Copy, from the material below, every line in which the word "image" can be found.

[Entries shown]:
+ + + +

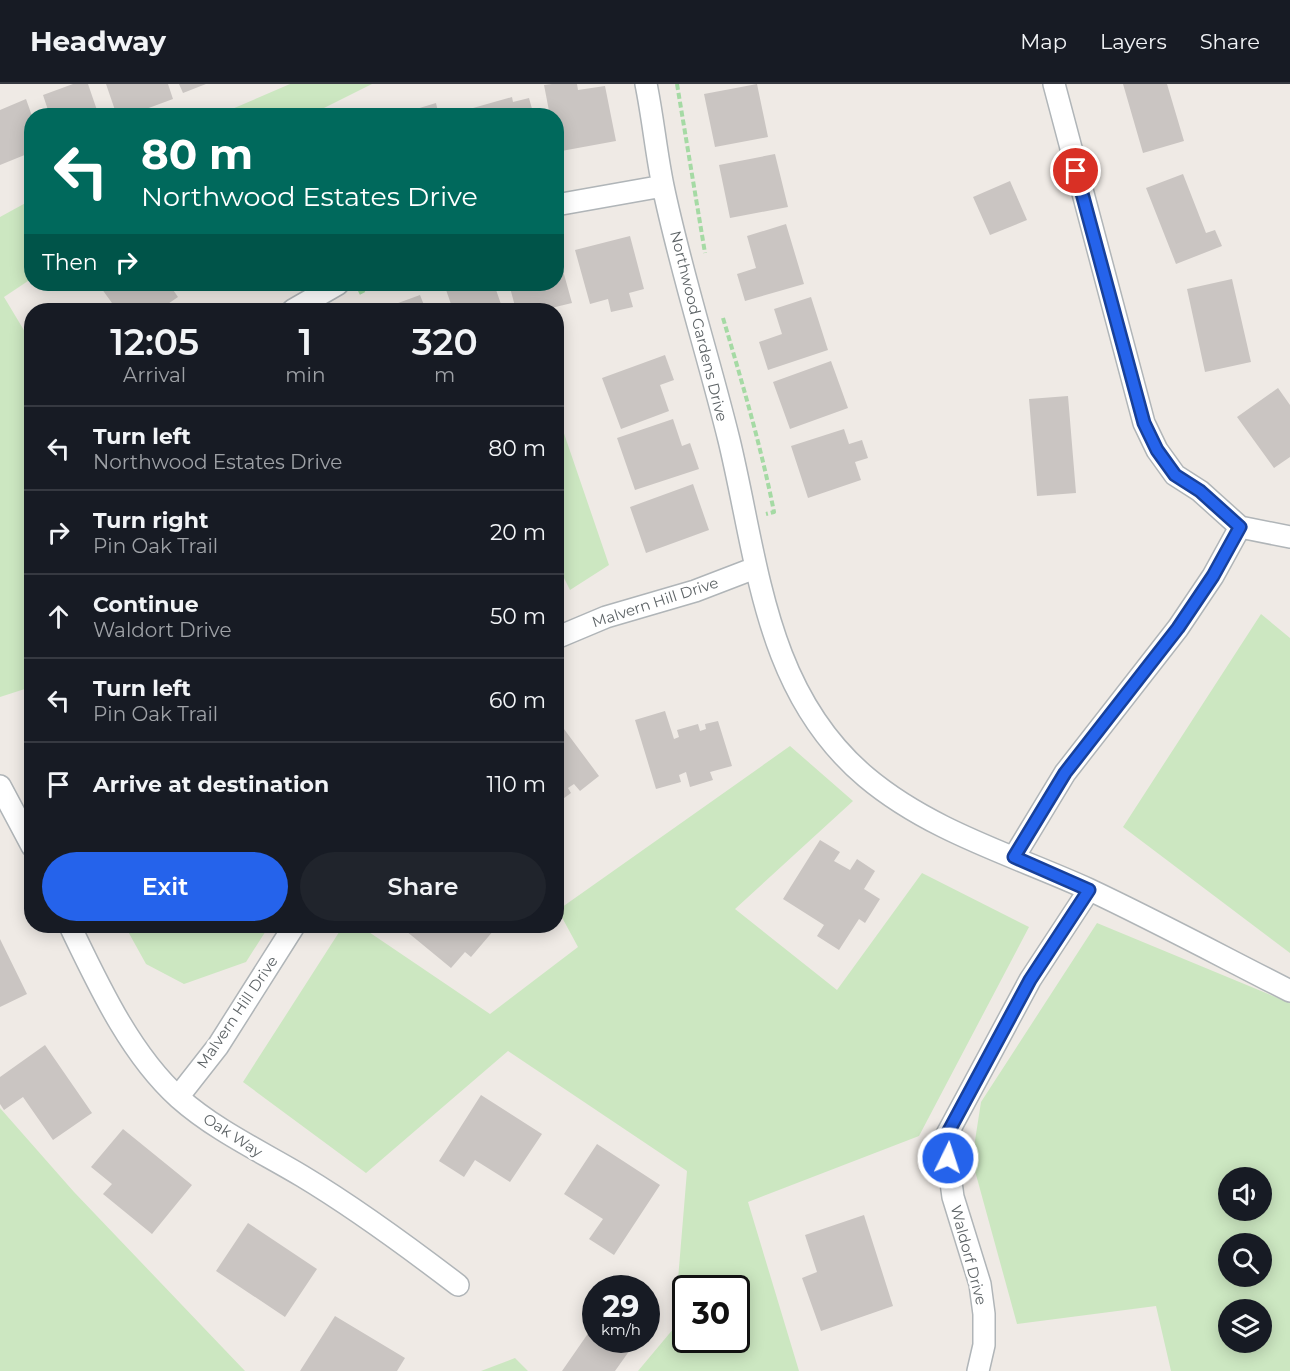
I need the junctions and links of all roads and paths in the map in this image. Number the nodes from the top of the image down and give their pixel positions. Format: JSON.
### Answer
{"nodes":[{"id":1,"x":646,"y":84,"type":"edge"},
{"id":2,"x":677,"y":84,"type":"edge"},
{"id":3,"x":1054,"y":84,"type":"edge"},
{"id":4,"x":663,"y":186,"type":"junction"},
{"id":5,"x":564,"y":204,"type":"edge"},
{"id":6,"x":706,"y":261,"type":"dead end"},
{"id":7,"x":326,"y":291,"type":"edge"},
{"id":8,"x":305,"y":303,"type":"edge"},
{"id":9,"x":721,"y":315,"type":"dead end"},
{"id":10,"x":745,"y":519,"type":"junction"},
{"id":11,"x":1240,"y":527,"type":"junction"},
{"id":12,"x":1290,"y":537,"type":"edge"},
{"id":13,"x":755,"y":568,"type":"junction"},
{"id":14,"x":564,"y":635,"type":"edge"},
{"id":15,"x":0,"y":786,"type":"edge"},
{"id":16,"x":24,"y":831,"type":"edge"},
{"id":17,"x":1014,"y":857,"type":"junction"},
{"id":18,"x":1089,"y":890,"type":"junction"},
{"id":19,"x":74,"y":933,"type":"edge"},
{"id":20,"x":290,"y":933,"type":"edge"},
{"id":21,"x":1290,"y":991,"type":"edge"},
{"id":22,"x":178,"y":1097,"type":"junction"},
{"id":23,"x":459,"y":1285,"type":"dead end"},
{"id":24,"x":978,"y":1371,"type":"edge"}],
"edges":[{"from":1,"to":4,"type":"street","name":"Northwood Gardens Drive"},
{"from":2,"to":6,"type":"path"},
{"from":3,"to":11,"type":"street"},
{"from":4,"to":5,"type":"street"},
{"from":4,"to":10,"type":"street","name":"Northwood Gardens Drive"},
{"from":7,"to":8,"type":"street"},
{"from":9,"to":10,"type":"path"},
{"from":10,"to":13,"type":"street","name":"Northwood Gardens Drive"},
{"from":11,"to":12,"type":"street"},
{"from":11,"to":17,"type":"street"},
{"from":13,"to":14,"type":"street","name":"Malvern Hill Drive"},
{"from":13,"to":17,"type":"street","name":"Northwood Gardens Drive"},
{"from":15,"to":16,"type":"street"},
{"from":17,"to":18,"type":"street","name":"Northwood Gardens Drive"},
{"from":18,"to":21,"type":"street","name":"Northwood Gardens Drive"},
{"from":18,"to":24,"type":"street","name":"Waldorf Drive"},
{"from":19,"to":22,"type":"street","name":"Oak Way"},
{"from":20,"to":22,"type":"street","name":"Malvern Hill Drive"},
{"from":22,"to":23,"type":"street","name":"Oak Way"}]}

+ + + +

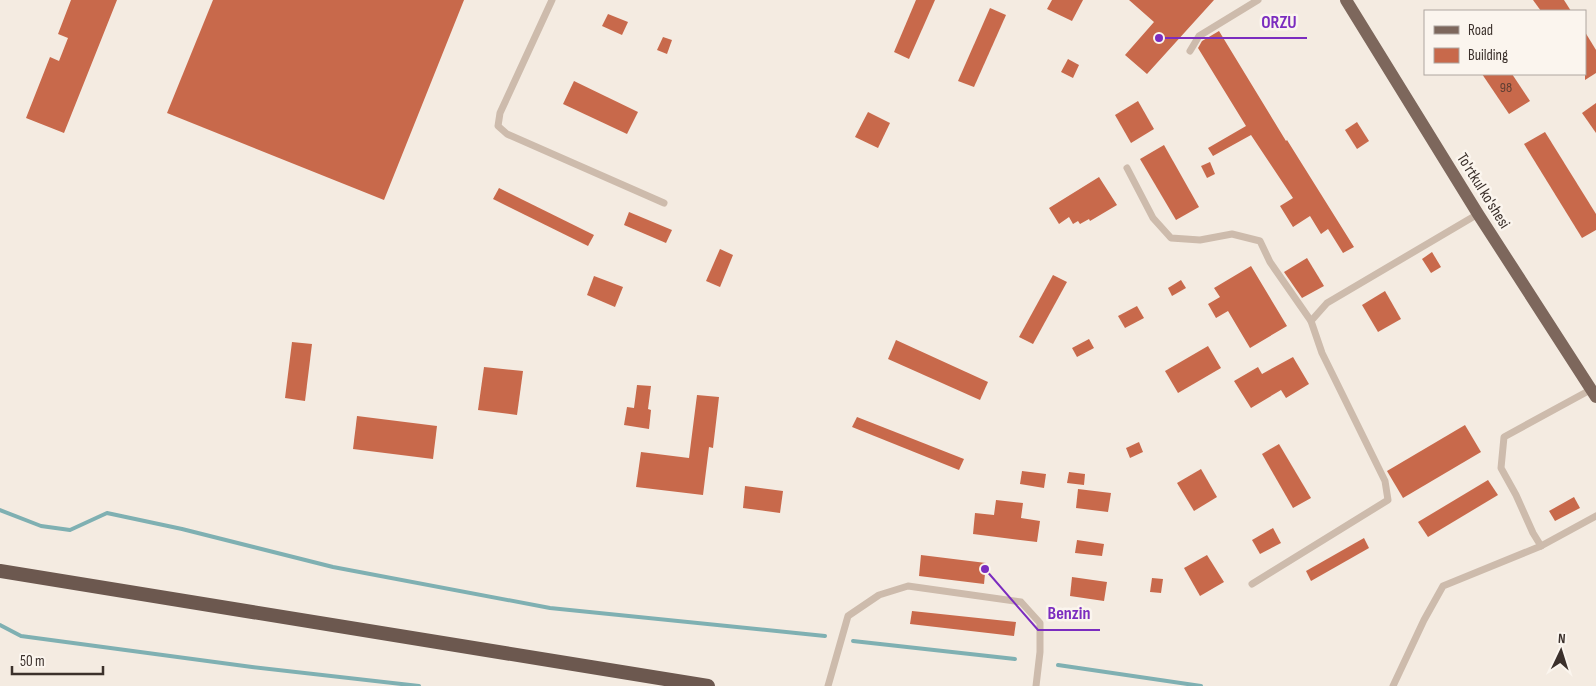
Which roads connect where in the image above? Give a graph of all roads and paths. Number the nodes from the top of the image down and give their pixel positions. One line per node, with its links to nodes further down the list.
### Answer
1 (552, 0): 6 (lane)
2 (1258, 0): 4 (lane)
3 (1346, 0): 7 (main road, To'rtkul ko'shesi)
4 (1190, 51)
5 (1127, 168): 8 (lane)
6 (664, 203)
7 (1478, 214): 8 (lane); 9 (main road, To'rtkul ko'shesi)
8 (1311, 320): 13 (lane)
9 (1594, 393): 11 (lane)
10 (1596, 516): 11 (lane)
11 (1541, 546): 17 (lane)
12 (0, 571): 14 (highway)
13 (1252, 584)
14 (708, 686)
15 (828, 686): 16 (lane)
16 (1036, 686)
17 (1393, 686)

+ + + +

[Output]:
I need the junctions and links of all roads and paths in the map in this image. Number the nodes from the top of the image down and give their pixel positions. Format: JSON.
Which roads connect where in the image above? Give a graph of all roads and paths. Number the nodes from the top of the image down and give their pixel positions. One line per node, with its links to nodes further down the list.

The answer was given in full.